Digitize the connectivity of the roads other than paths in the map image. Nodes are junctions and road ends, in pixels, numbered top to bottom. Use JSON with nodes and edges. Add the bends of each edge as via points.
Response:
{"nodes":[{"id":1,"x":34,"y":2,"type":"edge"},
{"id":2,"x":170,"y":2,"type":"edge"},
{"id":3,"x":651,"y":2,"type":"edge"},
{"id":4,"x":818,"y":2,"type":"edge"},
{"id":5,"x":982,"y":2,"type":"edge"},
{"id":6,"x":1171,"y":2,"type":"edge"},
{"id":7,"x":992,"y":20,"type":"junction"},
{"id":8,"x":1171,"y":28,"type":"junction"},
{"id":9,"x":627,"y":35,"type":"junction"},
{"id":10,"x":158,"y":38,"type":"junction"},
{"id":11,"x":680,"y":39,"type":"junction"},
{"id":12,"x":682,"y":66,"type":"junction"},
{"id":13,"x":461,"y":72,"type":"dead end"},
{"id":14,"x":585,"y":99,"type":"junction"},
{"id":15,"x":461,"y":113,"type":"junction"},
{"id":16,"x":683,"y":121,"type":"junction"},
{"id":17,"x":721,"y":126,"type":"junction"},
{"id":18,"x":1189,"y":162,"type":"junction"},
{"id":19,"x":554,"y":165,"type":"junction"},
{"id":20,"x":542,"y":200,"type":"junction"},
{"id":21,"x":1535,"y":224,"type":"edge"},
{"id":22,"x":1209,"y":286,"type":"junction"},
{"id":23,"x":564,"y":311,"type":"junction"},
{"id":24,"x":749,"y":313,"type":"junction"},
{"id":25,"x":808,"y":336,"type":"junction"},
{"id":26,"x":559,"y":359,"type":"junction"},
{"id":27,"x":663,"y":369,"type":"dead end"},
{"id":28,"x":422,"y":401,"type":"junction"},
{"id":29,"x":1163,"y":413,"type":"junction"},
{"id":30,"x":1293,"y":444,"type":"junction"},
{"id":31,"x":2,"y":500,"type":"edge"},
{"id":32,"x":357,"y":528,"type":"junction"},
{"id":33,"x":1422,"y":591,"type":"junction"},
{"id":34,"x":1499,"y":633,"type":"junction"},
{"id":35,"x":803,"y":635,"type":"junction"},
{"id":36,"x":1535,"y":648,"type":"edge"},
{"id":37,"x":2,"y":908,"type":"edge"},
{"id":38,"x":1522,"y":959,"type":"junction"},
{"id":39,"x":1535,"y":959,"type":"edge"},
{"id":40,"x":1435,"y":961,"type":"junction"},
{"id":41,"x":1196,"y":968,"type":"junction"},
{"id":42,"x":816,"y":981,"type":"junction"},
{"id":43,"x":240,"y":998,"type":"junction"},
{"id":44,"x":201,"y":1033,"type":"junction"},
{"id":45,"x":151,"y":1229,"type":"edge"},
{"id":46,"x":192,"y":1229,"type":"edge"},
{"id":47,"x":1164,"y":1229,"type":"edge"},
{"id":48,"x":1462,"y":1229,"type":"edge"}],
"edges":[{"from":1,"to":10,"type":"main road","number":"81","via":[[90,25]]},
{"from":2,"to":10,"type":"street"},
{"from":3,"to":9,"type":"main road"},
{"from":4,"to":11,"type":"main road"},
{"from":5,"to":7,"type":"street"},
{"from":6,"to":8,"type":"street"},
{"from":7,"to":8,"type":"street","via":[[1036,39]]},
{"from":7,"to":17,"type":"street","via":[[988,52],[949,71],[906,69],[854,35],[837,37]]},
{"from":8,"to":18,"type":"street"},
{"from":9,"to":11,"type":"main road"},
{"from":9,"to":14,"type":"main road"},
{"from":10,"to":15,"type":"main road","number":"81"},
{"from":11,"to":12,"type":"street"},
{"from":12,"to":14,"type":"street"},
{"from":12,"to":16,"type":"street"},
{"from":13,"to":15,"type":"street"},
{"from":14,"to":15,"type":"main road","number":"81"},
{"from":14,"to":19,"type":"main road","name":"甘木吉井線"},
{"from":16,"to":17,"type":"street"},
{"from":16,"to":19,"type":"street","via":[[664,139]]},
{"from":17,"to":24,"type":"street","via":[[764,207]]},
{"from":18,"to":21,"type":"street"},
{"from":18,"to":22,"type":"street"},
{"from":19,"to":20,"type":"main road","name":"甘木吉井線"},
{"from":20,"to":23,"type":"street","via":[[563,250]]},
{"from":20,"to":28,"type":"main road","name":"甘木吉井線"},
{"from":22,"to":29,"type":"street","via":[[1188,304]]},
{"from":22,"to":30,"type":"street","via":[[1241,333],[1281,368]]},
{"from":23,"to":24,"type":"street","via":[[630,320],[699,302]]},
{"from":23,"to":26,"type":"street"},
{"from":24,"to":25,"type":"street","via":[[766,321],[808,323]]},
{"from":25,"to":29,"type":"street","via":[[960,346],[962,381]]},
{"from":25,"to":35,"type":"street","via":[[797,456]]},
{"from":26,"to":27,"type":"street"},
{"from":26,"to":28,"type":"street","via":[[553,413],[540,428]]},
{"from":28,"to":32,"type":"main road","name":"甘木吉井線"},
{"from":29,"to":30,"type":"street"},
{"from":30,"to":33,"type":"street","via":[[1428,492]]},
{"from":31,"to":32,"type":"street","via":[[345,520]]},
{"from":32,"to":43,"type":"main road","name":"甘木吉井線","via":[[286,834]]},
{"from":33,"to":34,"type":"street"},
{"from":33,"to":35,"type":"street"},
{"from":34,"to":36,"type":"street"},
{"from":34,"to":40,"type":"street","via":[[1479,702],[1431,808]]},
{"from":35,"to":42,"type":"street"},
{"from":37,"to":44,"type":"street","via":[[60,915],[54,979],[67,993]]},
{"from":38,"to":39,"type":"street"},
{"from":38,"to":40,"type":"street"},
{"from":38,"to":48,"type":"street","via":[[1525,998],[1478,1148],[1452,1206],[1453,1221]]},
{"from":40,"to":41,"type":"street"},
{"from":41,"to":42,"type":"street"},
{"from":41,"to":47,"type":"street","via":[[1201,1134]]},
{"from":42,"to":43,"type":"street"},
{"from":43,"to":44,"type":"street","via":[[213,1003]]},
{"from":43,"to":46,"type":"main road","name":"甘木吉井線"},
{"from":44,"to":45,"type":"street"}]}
--
## Your instructions
Recopy the entries above in their entirety, exactly.

## Result of this task
Digitize the connectivity of the roads other than paths in the map image. Nodes are junctions and road ends, in pixels, numbered top to bottom. Use JSON with nodes and edges. Add the bends of each edge as via points.
Response:
{"nodes":[{"id":1,"x":34,"y":2,"type":"edge"},
{"id":2,"x":170,"y":2,"type":"edge"},
{"id":3,"x":651,"y":2,"type":"edge"},
{"id":4,"x":818,"y":2,"type":"edge"},
{"id":5,"x":982,"y":2,"type":"edge"},
{"id":6,"x":1171,"y":2,"type":"edge"},
{"id":7,"x":992,"y":20,"type":"junction"},
{"id":8,"x":1171,"y":28,"type":"junction"},
{"id":9,"x":627,"y":35,"type":"junction"},
{"id":10,"x":158,"y":38,"type":"junction"},
{"id":11,"x":680,"y":39,"type":"junction"},
{"id":12,"x":682,"y":66,"type":"junction"},
{"id":13,"x":461,"y":72,"type":"dead end"},
{"id":14,"x":585,"y":99,"type":"junction"},
{"id":15,"x":461,"y":113,"type":"junction"},
{"id":16,"x":683,"y":121,"type":"junction"},
{"id":17,"x":721,"y":126,"type":"junction"},
{"id":18,"x":1189,"y":162,"type":"junction"},
{"id":19,"x":554,"y":165,"type":"junction"},
{"id":20,"x":542,"y":200,"type":"junction"},
{"id":21,"x":1535,"y":224,"type":"edge"},
{"id":22,"x":1209,"y":286,"type":"junction"},
{"id":23,"x":564,"y":311,"type":"junction"},
{"id":24,"x":749,"y":313,"type":"junction"},
{"id":25,"x":808,"y":336,"type":"junction"},
{"id":26,"x":559,"y":359,"type":"junction"},
{"id":27,"x":663,"y":369,"type":"dead end"},
{"id":28,"x":422,"y":401,"type":"junction"},
{"id":29,"x":1163,"y":413,"type":"junction"},
{"id":30,"x":1293,"y":444,"type":"junction"},
{"id":31,"x":2,"y":500,"type":"edge"},
{"id":32,"x":357,"y":528,"type":"junction"},
{"id":33,"x":1422,"y":591,"type":"junction"},
{"id":34,"x":1499,"y":633,"type":"junction"},
{"id":35,"x":803,"y":635,"type":"junction"},
{"id":36,"x":1535,"y":648,"type":"edge"},
{"id":37,"x":2,"y":908,"type":"edge"},
{"id":38,"x":1522,"y":959,"type":"junction"},
{"id":39,"x":1535,"y":959,"type":"edge"},
{"id":40,"x":1435,"y":961,"type":"junction"},
{"id":41,"x":1196,"y":968,"type":"junction"},
{"id":42,"x":816,"y":981,"type":"junction"},
{"id":43,"x":240,"y":998,"type":"junction"},
{"id":44,"x":201,"y":1033,"type":"junction"},
{"id":45,"x":151,"y":1229,"type":"edge"},
{"id":46,"x":192,"y":1229,"type":"edge"},
{"id":47,"x":1164,"y":1229,"type":"edge"},
{"id":48,"x":1462,"y":1229,"type":"edge"}],
"edges":[{"from":1,"to":10,"type":"main road","number":"81","via":[[90,25]]},
{"from":2,"to":10,"type":"street"},
{"from":3,"to":9,"type":"main road"},
{"from":4,"to":11,"type":"main road"},
{"from":5,"to":7,"type":"street"},
{"from":6,"to":8,"type":"street"},
{"from":7,"to":8,"type":"street","via":[[1036,39]]},
{"from":7,"to":17,"type":"street","via":[[988,52],[949,71],[906,69],[854,35],[837,37]]},
{"from":8,"to":18,"type":"street"},
{"from":9,"to":11,"type":"main road"},
{"from":9,"to":14,"type":"main road"},
{"from":10,"to":15,"type":"main road","number":"81"},
{"from":11,"to":12,"type":"street"},
{"from":12,"to":14,"type":"street"},
{"from":12,"to":16,"type":"street"},
{"from":13,"to":15,"type":"street"},
{"from":14,"to":15,"type":"main road","number":"81"},
{"from":14,"to":19,"type":"main road","name":"甘木吉井線"},
{"from":16,"to":17,"type":"street"},
{"from":16,"to":19,"type":"street","via":[[664,139]]},
{"from":17,"to":24,"type":"street","via":[[764,207]]},
{"from":18,"to":21,"type":"street"},
{"from":18,"to":22,"type":"street"},
{"from":19,"to":20,"type":"main road","name":"甘木吉井線"},
{"from":20,"to":23,"type":"street","via":[[563,250]]},
{"from":20,"to":28,"type":"main road","name":"甘木吉井線"},
{"from":22,"to":29,"type":"street","via":[[1188,304]]},
{"from":22,"to":30,"type":"street","via":[[1241,333],[1281,368]]},
{"from":23,"to":24,"type":"street","via":[[630,320],[699,302]]},
{"from":23,"to":26,"type":"street"},
{"from":24,"to":25,"type":"street","via":[[766,321],[808,323]]},
{"from":25,"to":29,"type":"street","via":[[960,346],[962,381]]},
{"from":25,"to":35,"type":"street","via":[[797,456]]},
{"from":26,"to":27,"type":"street"},
{"from":26,"to":28,"type":"street","via":[[553,413],[540,428]]},
{"from":28,"to":32,"type":"main road","name":"甘木吉井線"},
{"from":29,"to":30,"type":"street"},
{"from":30,"to":33,"type":"street","via":[[1428,492]]},
{"from":31,"to":32,"type":"street","via":[[345,520]]},
{"from":32,"to":43,"type":"main road","name":"甘木吉井線","via":[[286,834]]},
{"from":33,"to":34,"type":"street"},
{"from":33,"to":35,"type":"street"},
{"from":34,"to":36,"type":"street"},
{"from":34,"to":40,"type":"street","via":[[1479,702],[1431,808]]},
{"from":35,"to":42,"type":"street"},
{"from":37,"to":44,"type":"street","via":[[60,915],[54,979],[67,993]]},
{"from":38,"to":39,"type":"street"},
{"from":38,"to":40,"type":"street"},
{"from":38,"to":48,"type":"street","via":[[1525,998],[1478,1148],[1452,1206],[1453,1221]]},
{"from":40,"to":41,"type":"street"},
{"from":41,"to":42,"type":"street"},
{"from":41,"to":47,"type":"street","via":[[1201,1134]]},
{"from":42,"to":43,"type":"street"},
{"from":43,"to":44,"type":"street","via":[[213,1003]]},
{"from":43,"to":46,"type":"main road","name":"甘木吉井線"},
{"from":44,"to":45,"type":"street"}]}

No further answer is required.